Eine Aussage von Justizminister Stefaan De Clerck stößt bei frankophonen Politikern auf Protest. In einem längeren Studiogespräch der RTBF wurde er heute zu dem Beschluss im Senat befragt, eine Diskussion über Verurteilungen während der Besatzung 1940-45 auf Initiative des Vlaams Belang zuzulassen.
De Clerck sagte, man müsse wie Erwachsene jedes Thema aufgreifen und sich vielleicht auch fähig zum Vergessen zeigen. Auf der anderen Seite gebe es aber auch die internationale Tendenz zur Nicht-Verjährbarkeit bestimmter Straftaten.
Eine solche Aussage zeuge nicht von einer erwachsenen Haltung, kritisierte die sozialistische Gewerkschaft bei der Armee. Die Vorsitzende des Justizausschusses, Christine Defraigne (MR), sagte, damit nähere sich De Clerck der Gefahr, die Geschichte umzuschreiben.
Hintergrundinformationen
Bis zum Ende des 2. Weltkriegs und darüber hinaus gab es in vielen belgischen Familien heftigen Streit darüber, ob der deutsche Nationalsozialismus abgelehnt werden musste oder ob er nicht doch auch Anerkennung verdient hätte. Väter zerwarfen sich darüber mit ihren Söhnen, Ehen zerbrachen, Geschwister gingen getrennte Wege.
Und auch zwischen Flamen und Wallonen taten sich Gräben auf, die bis heute nicht geschlossen wurden - wie in diesen Tagen offensichtlich wird. Während vor allem der frankophone Landesteil vom heroischen Widerstand gegen die deutschen Besatzer erzählt, wird den Flamen, wenn auch allzu pauschal, die Kollaboration mit den Deutschen vorgehalten.
Kollaborateure nannte man in den besetzten Gebieten die Zuarbeiter Hitlers und seines Regimes.

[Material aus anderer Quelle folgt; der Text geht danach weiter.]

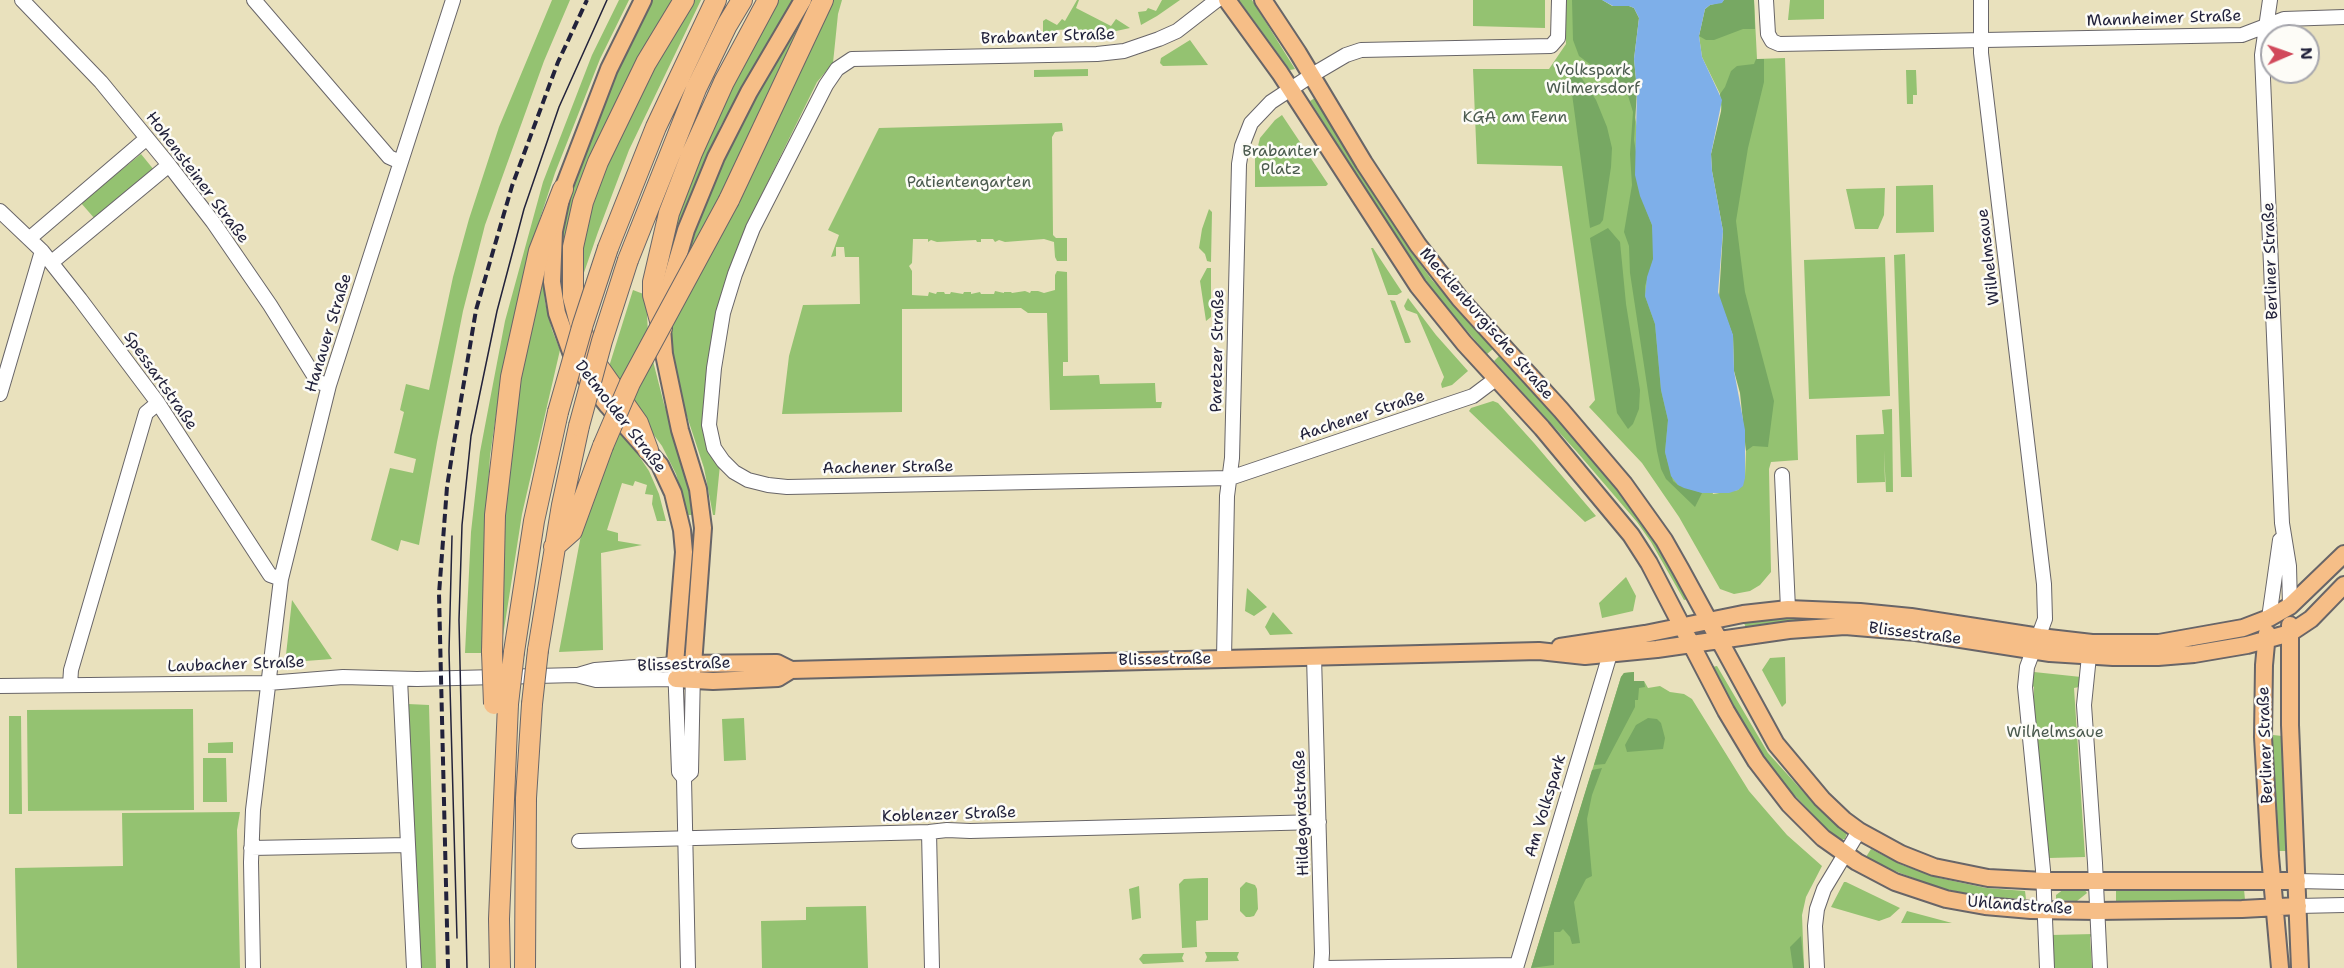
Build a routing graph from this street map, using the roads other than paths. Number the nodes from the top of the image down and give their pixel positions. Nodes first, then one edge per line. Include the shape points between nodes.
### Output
1 (22, 0) edge
2 (254, 0) edge
3 (453, 0) edge
4 (643, 0) edge
5 (684, 0) edge
6 (716, 0) edge
7 (742, 0) edge
8 (768, 0) edge
9 (803, 0) edge
10 (823, 0) edge
11 (1217, 0) edge
12 (1227, 0) edge
13 (1263, 0) edge
14 (1559, 0) edge
15 (1766, 0) edge
16 (1981, 0) edge
17 (2270, 0) edge
18 (2344, 17) edge
19 (2265, 24) edge
20 (2271, 24) edge
21 (2260, 28) edge
22 (1981, 39) junction
23 (866, 58) joint
24 (1312, 75) junction
25 (2263, 84) edge
26 (1291, 89) junction
27 (147, 138) junction
28 (400, 162) junction
29 (169, 165) junction
30 (563, 189) junction
31 (0, 211) edge
32 (30, 238) junction
33 (42, 251) junction
34 (52, 262) junction
35 (662, 328) junction
36 (1497, 378) junction
37 (329, 385) junction
38 (0, 394) edge
39 (158, 403) junction
40 (648, 450) junction
41 (1782, 475) dead end
42 (1230, 478) junction
43 (2282, 523) junction
44 (554, 547) junction
45 (2344, 554) edge
46 (281, 579) junction
47 (2344, 585) edge
48 (2290, 606) junction
49 (1788, 609) junction
50 (2269, 618) junction
51 (1709, 621) junction
52 (1682, 626) junction
53 (2290, 633) junction
54 (1720, 639) junction
55 (2266, 641) junction
56 (1691, 644) junction
57 (2037, 644) junction
58 (1539, 651) junction
59 (1610, 654) junction
60 (1314, 656) junction
61 (2089, 656) junction
62 (1224, 659) junction
63 (675, 672) junction
64 (693, 673) junction
65 (473, 678) joint
66 (400, 679) junction
67 (268, 683) junction
68 (70, 685) junction
69 (0, 686) edge
70 (501, 704) junction
71 (684, 778) junction
72 (1319, 822) junction
73 (1859, 831) junction
74 (929, 832) junction
75 (685, 838) junction
76 (579, 841) dead end
77 (408, 845) junction
78 (251, 848) junction
79 (1846, 854) junction
80 (2096, 880) junction
81 (2044, 881) junction
82 (2272, 881) junction
83 (2297, 881) junction
84 (2344, 882) edge
85 (2344, 905) edge
86 (2298, 906) junction
87 (2275, 907) junction
88 (2045, 910) junction
89 (2097, 911) junction
90 (1516, 967) edge
91 (254, 968) edge
92 (414, 968) edge
93 (500, 968) edge
94 (525, 968) edge
95 (688, 968) edge
96 (932, 968) edge
97 (1323, 968) edge
98 (1817, 968) edge
99 (2047, 968) edge
100 (2100, 968) edge
101 (2280, 968) edge
102 (2300, 968) edge

1 - 27 street, Hohensteiner Straße via 101,82
2 - 28 street via 389,157
3 - 28 street, Hanauer Straße
4 - 30 main road, Detmolder Straße via 609,69
5 - 40 highway via 646,63 598,162 583,202 573,247 573,297 584,340 638,423
6 - 70 highway, bridge via 656,127 583,324 558,412 534,521 514,652
7 - 44 highway, bridge via 696,89 628,260 579,426
8 - 35 highway via 715,103 669,213 652,282
9 - 35 main road, Detmolder Straße via 749,92 698,198 675,261
10 - 44 highway, bridge via 729,200 630,383 575,525
11 - 23 street, Brabanter Straße via 1177,30 1124,51
12 - 26 main road, Mecklenburgische Straße
13 - 24 main road, Mecklenburgische Straße
14 - 24 street, Paretzer Straße via 1558,38 1553,45 1361,50
15 - 22 street, Mannheimer Straße via 1768,34 1779,44
16 - 22 street
17 - 19 street, Berliner Straße
18 - 20 street, Mannheimer Straße via 2288,18
21 - 22 street, Mannheimer Straße via 2242,35
22 - 57 street, Wilhelmsaue via 2044,584 2045,619
23 - 42 street, Aachener Straße via 843,64 826,85 753,228 735,274 723,313 709,425 714,448 723,461 748,480 787,487
24 - 26 street, Paretzer Straße
24 - 51 main road, Mecklenburgische Straße via 1418,245 1460,299 1624,484 1664,540
25 - 43 street, Berliner Straße
26 - 36 main road, Mecklenburgische Straße via 1400,261 1442,317
26 - 42 street, Paretzer Straße via 1252,122 1239,164
27 - 29 street, Hohensteiner Straße
27 - 32 street
28 - 37 street, Hanauer Straße
29 - 34 street
29 - 37 street, Hohensteiner Straße via 245,268 318,382
30 - 40 main road, Detmolder Straße via 552,261 554,298 562,330 586,378
30 - 70 highway, bridge via 539,251 511,377 495,515 492,652
31 - 32 street, Spessartstraße
32 - 33 street, Spessartstraße
33 - 34 street, Spessartstraße
33 - 38 street
34 - 39 street, Spessartstraße
35 - 64 main road, Detmolder Straße via 667,376 698,489 703,528
36 - 42 street, Aachener Straße via 1473,396
36 - 52 main road, Mecklenburgische Straße via 1631,535
37 - 46 street, Hanauer Straße
39 - 46 street, Spessartstraße via 270,575
39 - 68 street via 146,413 71,670
40 - 63 main road, Detmolder Straße via 669,481 682,530 684,552
41 - 49 street
42 - 62 street, Paretzer Straße
43 - 48 street, Berliner Straße
43 - 50 street, Berliner Straße
44 - 94 highway, bridge via 532,704 526,798
45 - 48 main road, Blissestraße
46 - 67 street, Hanauer Straße
47 - 53 main road, Blissestraße via 2311,619
48 - 50 main road, Blissestraße
48 - 53 main road, Berliner Straße
49 - 51 main road, Blissestraße
49 - 57 main road, Blissestraße via 1911,617
50 - 55 main road, Berliner Straße
50 - 57 main road, Blissestraße via 2243,628 2160,643
51 - 52 main road, Blissestraße
51 - 54 main road, Mecklenburgische Straße
52 - 56 main road, Uhlandstraße
52 - 58 main road, Blissestraße
53 - 55 main road, Blissestraße
53 - 83 main road, Berliner Straße
54 - 56 main road, Blissestraße
54 - 57 main road, Blissestraße via 1845,626
54 - 73 main road, Uhlandstraße via 1784,754 1822,799
55 - 61 main road, Blissestraße via 2194,654
55 - 82 main road, Berliner Straße via 2263,732
56 - 59 main road, Blissestraße
56 - 79 main road, Uhlandstraße via 1743,741 1773,785 1802,818
57 - 61 main road, Blissestraße
57 - 81 street, Wilhelmsaue via 2027,667 2025,687
58 - 59 main road, Blissestraße via 1585,656
58 - 60 main road, Blissestraße
59 - 90 street, Am Volkspark
60 - 62 main road, Blissestraße
60 - 72 street, Hildegardstraße
61 - 80 street via 2084,705
62 - 64 main road, Blissestraße via 791,670 777,663
63 - 64 main road, Blissestraße
63 - 65 street, Blissestraße via 595,670 576,675
63 - 71 street, Detmolder Straße via 679,772
64 - 71 street, Detmolder Straße via 691,772
65 - 66 street, Laubacher Straße
66 - 67 street, Laubacher Straße via 343,677
66 - 77 street
67 - 68 street, Laubacher Straße
67 - 78 street, Hanauer Straße
68 - 69 street, Laubacher Straße
70 - 93 highway via 506,738
71 - 75 street, Detmolder Straße
72 - 74 street, Koblenzer Straße
72 - 97 street, Hildegardstraße
73 - 79 street
73 - 81 main road, Uhlandstraße via 1934,867 1988,878
74 - 75 street, Koblenzer Straße
74 - 96 street
75 - 76 street, Koblenzer Straße
75 - 95 street, Detmolder Straße
77 - 78 street
77 - 92 street
78 - 91 street, Hanauer Straße
79 - 88 main road, Uhlandstraße via 1894,882 1928,894 1985,906
79 - 98 street via 1824,889 1817,909
80 - 81 main road, Uhlandstraße
80 - 82 main road, Uhlandstraße
80 - 89 street
81 - 88 street, Wilhelmsaue
82 - 83 main road, Uhlandstraße
82 - 87 main road, Berliner Straße
83 - 84 street, Uhlandstraße
83 - 86 main road, Berliner Straße
85 - 86 street, Uhlandstraße
86 - 87 main road, Uhlandstraße
86 - 102 main road, Berliner Straße
87 - 89 main road, Uhlandstraße
87 - 101 main road, Berliner Straße
88 - 89 main road, Uhlandstraße
88 - 99 street, Wilhelmsaue
89 - 100 street
90 - 97 street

Tatsächlich sind viele Flamen aufgrund von Kollaboration strafrechtlich verurteilt worden. In den Jahrzehnten danach forderte eine große rechtsextreme Szene, allen voran die Partei Vlaams Belang, immer wieder mehr oder weniger lautstark deren Freilassung. Gesetzesvorschläge für eine Amnestie blieben jedoch immer in den Schubladen liegen.

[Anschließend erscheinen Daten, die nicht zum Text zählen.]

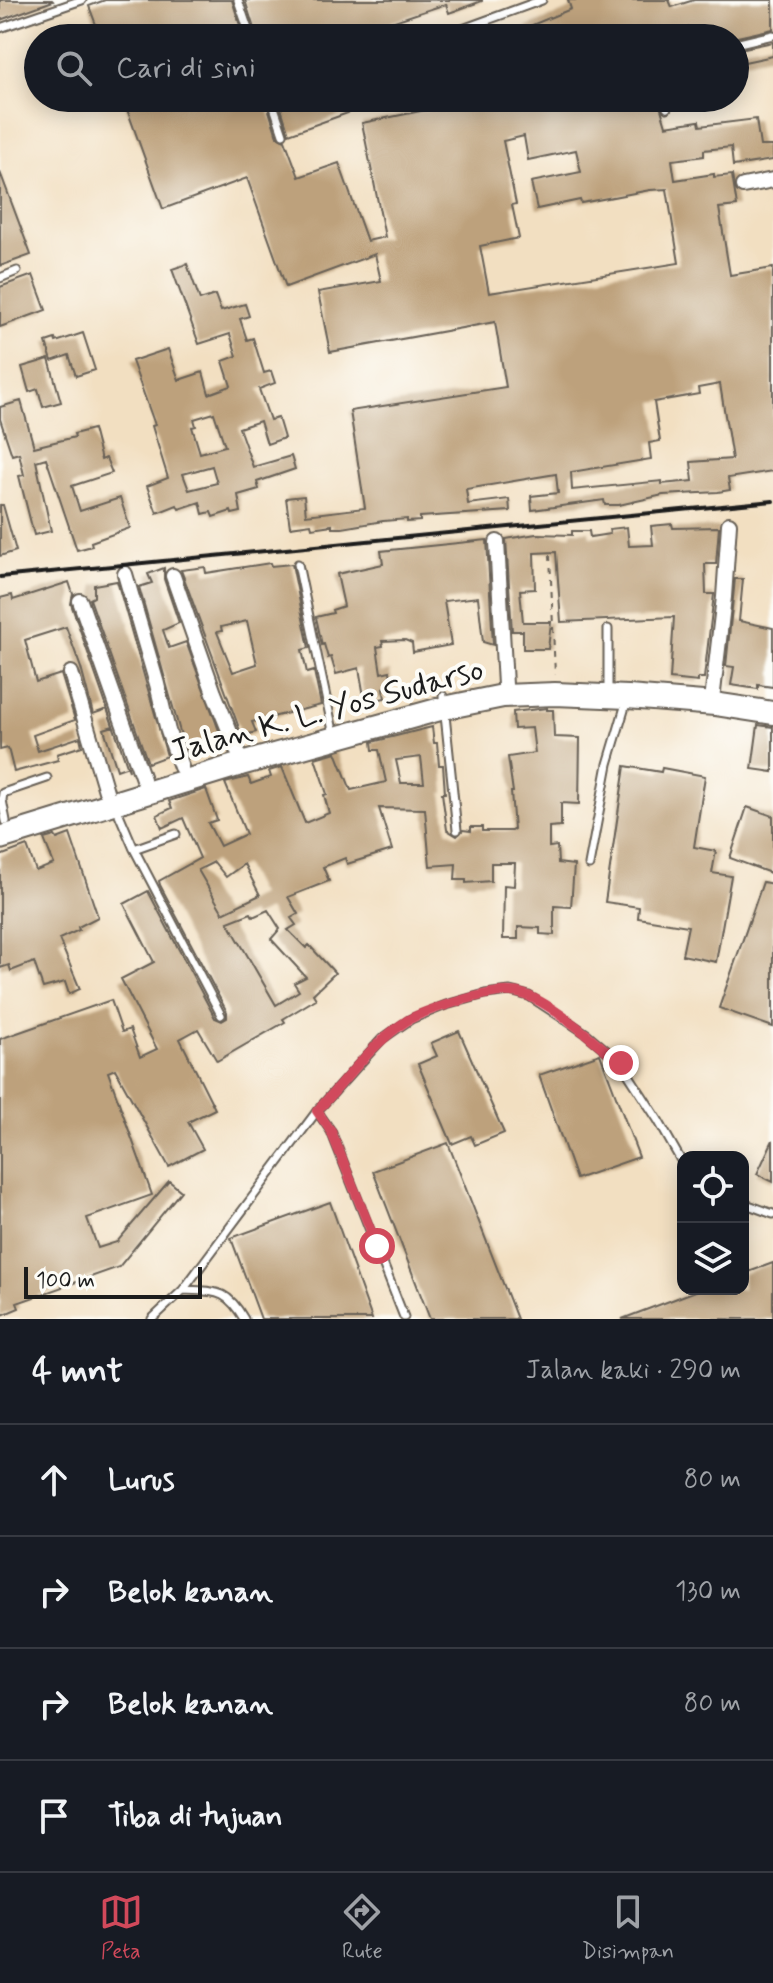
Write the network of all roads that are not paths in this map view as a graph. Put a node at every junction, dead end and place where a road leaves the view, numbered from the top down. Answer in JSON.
{"nodes":[{"id":1,"x":82,"y":0,"type":"edge"},
{"id":2,"x":238,"y":0,"type":"edge"},
{"id":3,"x":542,"y":0,"type":"edge"},
{"id":4,"x":246,"y":24,"type":"edge"},
{"id":5,"x":476,"y":24,"type":"edge"},
{"id":6,"x":0,"y":28,"type":"edge"},
{"id":7,"x":773,"y":35,"type":"edge"},
{"id":8,"x":749,"y":41,"type":"edge"},
{"id":9,"x":276,"y":112,"type":"edge"},
{"id":10,"x":283,"y":134,"type":"dead end"},
{"id":11,"x":773,"y":180,"type":"edge"},
{"id":12,"x":743,"y":186,"type":"dead end"},
{"id":13,"x":17,"y":271,"type":"dead end"},
{"id":14,"x":0,"y":278,"type":"edge"},
{"id":15,"x":729,"y":524,"type":"dead end"},
{"id":16,"x":497,"y":542,"type":"dead end"},
{"id":17,"x":298,"y":564,"type":"dead end"},
{"id":18,"x":125,"y":574,"type":"dead end"},
{"id":19,"x":173,"y":576,"type":"dead end"},
{"id":20,"x":80,"y":601,"type":"dead end"},
{"id":21,"x":608,"y":629,"type":"dead end"},
{"id":22,"x":71,"y":673,"type":"dead end"},
{"id":23,"x":505,"y":685,"type":"junction"},
{"id":24,"x":618,"y":692,"type":"junction"},
{"id":25,"x":713,"y":692,"type":"junction"},
{"id":26,"x":443,"y":702,"type":"junction"},
{"id":27,"x":773,"y":702,"type":"edge"},
{"id":28,"x":773,"y":713,"type":"edge"},
{"id":29,"x":332,"y":726,"type":"junction"},
{"id":30,"x":238,"y":752,"type":"junction"},
{"id":31,"x":181,"y":767,"type":"junction"},
{"id":32,"x":47,"y":778,"type":"dead end"},
{"id":33,"x":143,"y":779,"type":"junction"},
{"id":34,"x":110,"y":797,"type":"junction"},
{"id":35,"x":2,"y":827,"type":"edge"},
{"id":36,"x":457,"y":830,"type":"dead end"},
{"id":37,"x":176,"y":834,"type":"dead end"},
{"id":38,"x":134,"y":849,"type":"junction"},
{"id":39,"x":589,"y":865,"type":"dead end"},
{"id":40,"x":221,"y":1015,"type":"dead end"},
{"id":41,"x":317,"y":1111,"type":"junction"},
{"id":42,"x":677,"y":1153,"type":"edge"},
{"id":43,"x":749,"y":1205,"type":"edge"},
{"id":44,"x":773,"y":1214,"type":"edge"},
{"id":45,"x":183,"y":1290,"type":"junction"},
{"id":46,"x":404,"y":1317,"type":"dead end"},
{"id":47,"x":152,"y":1319,"type":"edge"},
{"id":48,"x":244,"y":1319,"type":"edge"}],
"edges":[{"from":1,"to":6,"type":"lane"},
{"from":2,"to":4,"type":"lane"},
{"from":3,"to":5,"type":"lane"},
{"from":7,"to":8,"type":"lane"},
{"from":9,"to":10,"type":"lane"},
{"from":11,"to":12,"type":"street"},
{"from":13,"to":14,"type":"lane"},
{"from":15,"to":25,"type":"street"},
{"from":16,"to":23,"type":"street"},
{"from":17,"to":29,"type":"lane"},
{"from":18,"to":31,"type":"street"},
{"from":19,"to":30,"type":"street"},
{"from":20,"to":33,"type":"street"},
{"from":21,"to":24,"type":"lane"},
{"from":22,"to":34,"type":"street"},
{"from":23,"to":24,"type":"highway","name":"Jalan K. L. Yos Sudarso"},
{"from":23,"to":26,"type":"highway","name":"Jalan K. L. Yos Sudarso"},
{"from":24,"to":25,"type":"highway","name":"Jalan K. L. Yos Sudarso"},
{"from":24,"to":26,"type":"highway","name":"Jalan K. L. Yos Sudarso"},
{"from":24,"to":28,"type":"highway","name":"Jalan K. L. Yos Sudarso"},
{"from":24,"to":39,"type":"lane"},
{"from":25,"to":27,"type":"highway","name":"Jalan K. L. Yos Sudarso"},
{"from":26,"to":29,"type":"highway","name":"Jalan K. L. Yos Sudarso"},
{"from":26,"to":34,"type":"highway","name":"Jalan K. L. Yos Sudarso"},
{"from":26,"to":36,"type":"lane"},
{"from":29,"to":30,"type":"highway","name":"Jalan K. L. Yos Sudarso"},
{"from":30,"to":31,"type":"highway","name":"Jalan K. L. Yos Sudarso"},
{"from":31,"to":33,"type":"highway","name":"Jalan K. L. Yos Sudarso"},
{"from":32,"to":35,"type":"lane"},
{"from":33,"to":34,"type":"highway","name":"Jalan K. L. Yos Sudarso"},
{"from":34,"to":35,"type":"highway","name":"Jalan K. L. Yos Sudarso"},
{"from":34,"to":38,"type":"lane"},
{"from":37,"to":38,"type":"lane"},
{"from":38,"to":40,"type":"lane"},
{"from":41,"to":42,"type":"lane"},
{"from":41,"to":45,"type":"lane"},
{"from":41,"to":46,"type":"lane"},
{"from":43,"to":44,"type":"lane"},
{"from":45,"to":47,"type":"lane"},
{"from":45,"to":48,"type":"lane"}]}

Bis Justizminister De Clerck letzte Woche Gesprächsbereitschaft signalisierte. Der Amnestie-Entwurf des Vlaams Belang darf auf die Tagesordnung des Parlaments gesetzt werden. Zur Begründung sagte der flämische Christdemokrat im rtbf-Interview: "Die Zeit für einen erwachsenen Umgang mit der Vergangenheit ist gekommen. Vielleicht müssen wir vergessen können."

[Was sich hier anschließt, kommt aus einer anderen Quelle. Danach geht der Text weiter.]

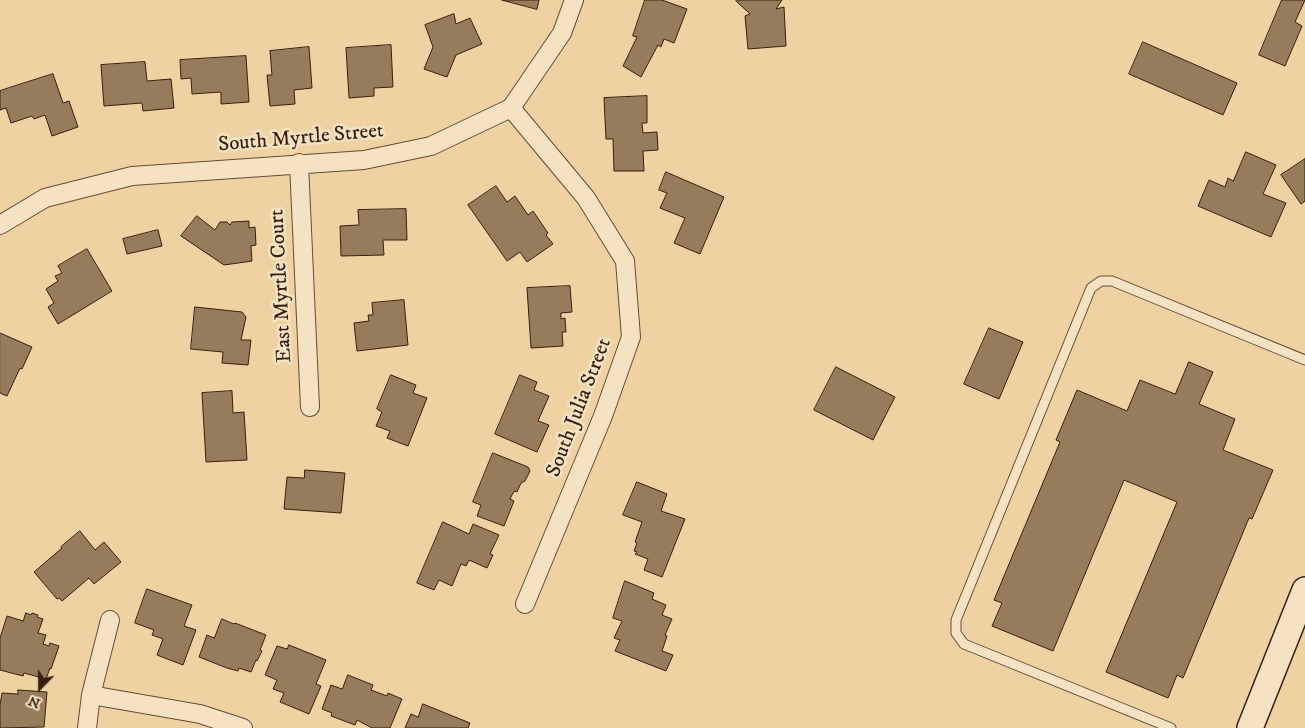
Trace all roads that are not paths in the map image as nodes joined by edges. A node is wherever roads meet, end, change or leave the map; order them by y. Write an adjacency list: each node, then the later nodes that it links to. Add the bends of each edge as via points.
1 (574, 0): 2 (street, via 562,33)
2 (511, 108): 3 (street, South Myrtle Street, via 431,146 364,160); 8 (street, South Julia Street, via 586,198 625,261 631,336 603,416)
3 (299, 163): 4 (street, South Myrtle Street, via 132,176 45,198); 6 (street, East Myrtle Court)
4 (0, 224)
5 (1305, 360): 13 (lane, via 1112,281 1101,281 1091,288 956,620 956,633 964,644)
6 (310, 407)
7 (1305, 590): 14 (main road)
8 (525, 604)
9 (110, 620): 10 (street)
10 (91, 695): 11 (street); 12 (street, via 200,714)
11 (87, 728)
12 (243, 728)
13 (1171, 728)
14 (1250, 728)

Die Reaktionen auf frankophoner Seite ließen nicht lange auf sich warten. Wer die Kollaboration vergesse, schreibt die Geschichte um, ließ die liberale MR verlauten. Der PS-Fraktionsleiter im Senat, Mahoux, nennt die Äußerungen des Justizministers skandalös. Und auch cdH und Ecolo reagierten empört. Die meisten flämischen Parteien hingegen zeigen sich offen für eine Diskussion. Nur Groen! ist dagegen.
Millionen Europäer standen im 2. Weltkrieg und teils schon zuvor auf Seiten des Nationalsozialismus. Eher verschämt wurde bisher darüber gesprochen. Jetzt, 66 Jahre nach Kriegsende, scheint es nicht mehr länger anstößig, über eine Amnestie von NS-Kollaborateuren zu debattieren. Mit welchem Ausgang, ist ungewiss.